This article was originally published on this site
A day after embarking on a pay hike, Wal-Mart Stores Inc. is taking steps to shake up management at thousands of its stores.
The world’s biggest retailer is removing about 3,500 store co-managers, a salaried role that acts as a lieutenant underneath each store manager, according to people familiar with the move. It’s also adding about 1,700 assistant store managers, a slightly lower-paid role, who will oversee fast-growing areas like online orders, one of the people said.
All co-managers will be notified Friday, and those affected will be able to apply for other roles, said the people, who asked not to be identified because the move hasn’t been announced publicly.
The overhaul aims to weed out poor performers and create clearer paths to leadership, part of broader efforts to make Wal-Mart more efficient. As part of the changes, the company moved to close 63 Sam’s Club warehouse locations on Thursday. And it reorganized U.S. store operations several months ago — consolidating six divisions into four — to react more quickly and compete better with the likes of Amazon.com Inc.

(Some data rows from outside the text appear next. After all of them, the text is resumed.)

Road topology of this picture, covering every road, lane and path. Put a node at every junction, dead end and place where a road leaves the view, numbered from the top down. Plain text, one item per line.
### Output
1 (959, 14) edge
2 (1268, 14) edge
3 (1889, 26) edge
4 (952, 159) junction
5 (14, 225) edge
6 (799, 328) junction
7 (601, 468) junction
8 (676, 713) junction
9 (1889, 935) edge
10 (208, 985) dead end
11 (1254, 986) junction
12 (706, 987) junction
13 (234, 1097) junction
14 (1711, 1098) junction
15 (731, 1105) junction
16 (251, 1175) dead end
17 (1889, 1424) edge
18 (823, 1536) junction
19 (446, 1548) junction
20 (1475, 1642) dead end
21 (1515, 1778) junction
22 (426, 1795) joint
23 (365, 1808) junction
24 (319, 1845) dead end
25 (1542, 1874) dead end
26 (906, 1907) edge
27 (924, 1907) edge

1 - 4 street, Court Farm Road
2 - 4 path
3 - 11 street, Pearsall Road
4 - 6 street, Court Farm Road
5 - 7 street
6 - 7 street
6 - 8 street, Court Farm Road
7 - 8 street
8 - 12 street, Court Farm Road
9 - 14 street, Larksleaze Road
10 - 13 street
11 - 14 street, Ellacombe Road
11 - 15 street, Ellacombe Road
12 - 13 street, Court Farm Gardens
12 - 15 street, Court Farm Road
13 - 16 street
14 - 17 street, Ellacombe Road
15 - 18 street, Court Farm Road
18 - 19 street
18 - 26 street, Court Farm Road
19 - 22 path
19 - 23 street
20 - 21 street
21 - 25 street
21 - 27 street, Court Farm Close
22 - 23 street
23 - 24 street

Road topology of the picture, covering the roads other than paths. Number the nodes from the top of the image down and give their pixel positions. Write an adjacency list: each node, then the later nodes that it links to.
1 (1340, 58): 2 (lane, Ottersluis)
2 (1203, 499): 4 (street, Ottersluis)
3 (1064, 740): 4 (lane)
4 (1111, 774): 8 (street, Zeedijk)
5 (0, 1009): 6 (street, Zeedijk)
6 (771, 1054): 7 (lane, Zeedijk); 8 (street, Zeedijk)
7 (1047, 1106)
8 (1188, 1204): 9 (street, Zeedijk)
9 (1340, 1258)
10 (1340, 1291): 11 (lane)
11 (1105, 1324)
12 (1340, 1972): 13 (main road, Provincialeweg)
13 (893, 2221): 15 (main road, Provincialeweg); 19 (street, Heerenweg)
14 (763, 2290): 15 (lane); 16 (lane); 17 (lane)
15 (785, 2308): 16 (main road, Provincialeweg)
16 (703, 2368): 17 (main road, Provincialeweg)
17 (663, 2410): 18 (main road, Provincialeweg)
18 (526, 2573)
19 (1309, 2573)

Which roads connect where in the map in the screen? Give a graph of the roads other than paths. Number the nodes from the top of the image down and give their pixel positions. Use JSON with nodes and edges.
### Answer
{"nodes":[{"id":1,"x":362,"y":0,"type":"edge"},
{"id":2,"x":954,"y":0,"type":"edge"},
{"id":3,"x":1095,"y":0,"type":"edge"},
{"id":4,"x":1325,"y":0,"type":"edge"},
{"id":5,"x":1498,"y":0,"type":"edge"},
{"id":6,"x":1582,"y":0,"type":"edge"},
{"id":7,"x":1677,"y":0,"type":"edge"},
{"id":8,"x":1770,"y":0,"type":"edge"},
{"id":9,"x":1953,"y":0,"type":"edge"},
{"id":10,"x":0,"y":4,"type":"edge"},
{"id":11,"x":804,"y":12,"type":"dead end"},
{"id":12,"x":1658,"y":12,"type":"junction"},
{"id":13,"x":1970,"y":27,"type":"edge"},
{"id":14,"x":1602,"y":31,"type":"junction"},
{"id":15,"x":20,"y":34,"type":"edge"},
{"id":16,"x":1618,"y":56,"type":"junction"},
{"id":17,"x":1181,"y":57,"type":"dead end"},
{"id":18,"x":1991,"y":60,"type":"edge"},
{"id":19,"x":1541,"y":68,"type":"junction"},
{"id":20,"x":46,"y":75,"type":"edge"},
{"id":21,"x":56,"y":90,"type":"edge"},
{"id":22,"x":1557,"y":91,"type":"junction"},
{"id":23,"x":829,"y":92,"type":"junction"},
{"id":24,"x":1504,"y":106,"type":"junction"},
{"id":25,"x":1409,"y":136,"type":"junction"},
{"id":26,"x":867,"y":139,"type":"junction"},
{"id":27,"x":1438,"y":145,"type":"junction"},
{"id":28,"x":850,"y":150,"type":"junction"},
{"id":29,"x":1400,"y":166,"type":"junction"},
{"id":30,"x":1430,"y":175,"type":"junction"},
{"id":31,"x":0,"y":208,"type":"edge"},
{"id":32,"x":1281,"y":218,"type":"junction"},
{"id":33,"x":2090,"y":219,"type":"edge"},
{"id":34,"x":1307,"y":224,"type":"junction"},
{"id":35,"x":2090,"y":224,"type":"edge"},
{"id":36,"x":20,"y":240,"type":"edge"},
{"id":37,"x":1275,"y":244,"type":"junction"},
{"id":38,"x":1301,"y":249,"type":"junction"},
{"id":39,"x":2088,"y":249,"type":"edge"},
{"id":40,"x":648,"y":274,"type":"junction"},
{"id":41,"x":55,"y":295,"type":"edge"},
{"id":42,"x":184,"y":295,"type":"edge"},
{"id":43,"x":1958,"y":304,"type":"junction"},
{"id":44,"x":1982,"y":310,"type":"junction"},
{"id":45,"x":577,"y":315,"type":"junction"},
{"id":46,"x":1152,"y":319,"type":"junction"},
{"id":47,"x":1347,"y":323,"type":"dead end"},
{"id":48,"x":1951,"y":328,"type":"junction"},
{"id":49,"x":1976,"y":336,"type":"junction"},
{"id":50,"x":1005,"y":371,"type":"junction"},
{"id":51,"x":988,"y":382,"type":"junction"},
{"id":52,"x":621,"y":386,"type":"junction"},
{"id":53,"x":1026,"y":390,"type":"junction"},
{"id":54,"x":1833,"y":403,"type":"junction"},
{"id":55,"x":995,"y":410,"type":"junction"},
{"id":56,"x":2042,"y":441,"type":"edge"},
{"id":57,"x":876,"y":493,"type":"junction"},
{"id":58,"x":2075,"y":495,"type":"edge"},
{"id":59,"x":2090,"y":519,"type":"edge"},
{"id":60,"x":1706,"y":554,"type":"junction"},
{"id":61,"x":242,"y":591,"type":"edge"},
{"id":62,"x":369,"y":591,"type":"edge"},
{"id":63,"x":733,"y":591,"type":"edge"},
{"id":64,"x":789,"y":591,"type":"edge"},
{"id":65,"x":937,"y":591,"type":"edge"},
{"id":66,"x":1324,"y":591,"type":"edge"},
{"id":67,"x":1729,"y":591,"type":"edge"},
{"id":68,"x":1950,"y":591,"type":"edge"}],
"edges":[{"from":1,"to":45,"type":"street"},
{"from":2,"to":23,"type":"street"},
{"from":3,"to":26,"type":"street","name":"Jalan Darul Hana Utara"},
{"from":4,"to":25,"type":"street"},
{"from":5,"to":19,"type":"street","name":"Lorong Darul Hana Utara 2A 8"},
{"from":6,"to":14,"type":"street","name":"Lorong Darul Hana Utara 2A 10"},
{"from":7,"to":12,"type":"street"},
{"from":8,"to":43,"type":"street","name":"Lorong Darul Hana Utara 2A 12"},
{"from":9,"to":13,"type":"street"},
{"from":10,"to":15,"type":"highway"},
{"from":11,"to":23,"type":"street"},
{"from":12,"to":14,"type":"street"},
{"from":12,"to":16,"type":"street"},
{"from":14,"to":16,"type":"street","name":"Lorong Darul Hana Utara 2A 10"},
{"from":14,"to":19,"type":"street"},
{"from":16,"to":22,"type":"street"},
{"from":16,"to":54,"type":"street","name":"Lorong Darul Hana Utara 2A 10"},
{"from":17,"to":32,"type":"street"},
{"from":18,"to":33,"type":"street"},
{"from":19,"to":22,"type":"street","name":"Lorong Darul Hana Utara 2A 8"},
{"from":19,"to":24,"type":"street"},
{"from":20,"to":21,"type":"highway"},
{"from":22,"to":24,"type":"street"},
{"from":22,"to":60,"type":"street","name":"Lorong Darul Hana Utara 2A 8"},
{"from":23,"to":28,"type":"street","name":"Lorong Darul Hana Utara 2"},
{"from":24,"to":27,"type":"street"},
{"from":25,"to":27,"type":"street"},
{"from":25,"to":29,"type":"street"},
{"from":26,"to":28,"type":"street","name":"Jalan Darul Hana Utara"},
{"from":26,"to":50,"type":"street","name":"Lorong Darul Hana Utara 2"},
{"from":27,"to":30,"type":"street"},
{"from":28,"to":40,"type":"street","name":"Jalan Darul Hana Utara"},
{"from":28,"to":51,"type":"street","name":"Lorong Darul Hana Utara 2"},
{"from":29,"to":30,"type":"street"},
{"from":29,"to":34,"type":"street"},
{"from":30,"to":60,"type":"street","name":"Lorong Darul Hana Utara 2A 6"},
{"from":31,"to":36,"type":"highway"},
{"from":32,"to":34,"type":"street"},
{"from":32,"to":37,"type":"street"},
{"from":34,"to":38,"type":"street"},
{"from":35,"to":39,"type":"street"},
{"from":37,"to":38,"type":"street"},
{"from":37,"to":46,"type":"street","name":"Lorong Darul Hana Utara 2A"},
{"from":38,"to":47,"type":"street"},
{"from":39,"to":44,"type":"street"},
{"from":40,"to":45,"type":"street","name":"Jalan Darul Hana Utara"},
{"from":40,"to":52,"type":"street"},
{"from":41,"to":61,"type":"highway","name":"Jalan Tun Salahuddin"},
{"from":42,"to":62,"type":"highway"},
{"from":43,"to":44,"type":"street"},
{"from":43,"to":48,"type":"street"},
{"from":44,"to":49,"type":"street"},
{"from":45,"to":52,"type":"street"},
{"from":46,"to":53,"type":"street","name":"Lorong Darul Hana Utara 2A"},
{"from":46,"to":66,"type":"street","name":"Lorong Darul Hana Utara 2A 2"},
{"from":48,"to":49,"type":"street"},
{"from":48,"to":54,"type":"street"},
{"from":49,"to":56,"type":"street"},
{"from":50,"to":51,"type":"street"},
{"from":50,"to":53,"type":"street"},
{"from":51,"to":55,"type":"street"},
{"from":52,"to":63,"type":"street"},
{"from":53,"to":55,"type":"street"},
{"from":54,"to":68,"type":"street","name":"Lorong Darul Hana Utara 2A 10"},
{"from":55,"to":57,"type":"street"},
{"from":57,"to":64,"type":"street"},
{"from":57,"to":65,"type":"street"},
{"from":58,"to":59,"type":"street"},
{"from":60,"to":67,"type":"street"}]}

Even as it eliminates some jobs, Wal-Mart is boosting its wages — a move spurred by federal tax cuts. The retailer said on Thursday that it would boost its starting wage to $11 an hour and dole out $400 million in one-time bonuses to its employees.
“Retail is changing rapidly, and we are transforming to meet the needs of our customers,” a Wal-Mart spokesman said in an emailed statement on Friday. “To help compete and win in this environment, we must make changes across our company to enable further investments in our strategic business priorities and growth.”
Though Wal-Mart faces a bigger threat from Amazon these days, it has seen a resurgence in sales growth in recent quarters. That’s given it more of a cushion to raise pay and make other investments. The shares climbed 43 percent last year, capping a second straight year of gains. On Friday, they rose less than 1 percent to $100.87.
In the wake of Friday’s shake-up, the remaining co-managers will hold those jobs for no more than two or three years, one of the people said. Then they’ll be expected to move into store manager roles.
Stores will now be allocated a certain number of co-managers depending on their sales volume. Previously, supercenters that typically generate more than $100 million in annual revenue could have had as many as four co-managers.
Now, smaller stores under $80 million in annual sales won’t have any co-managers; mid-sized locations between $80 million and $90 million will have one; stores from $90 million to $125 million will have two; and the highest-volume locations will have three.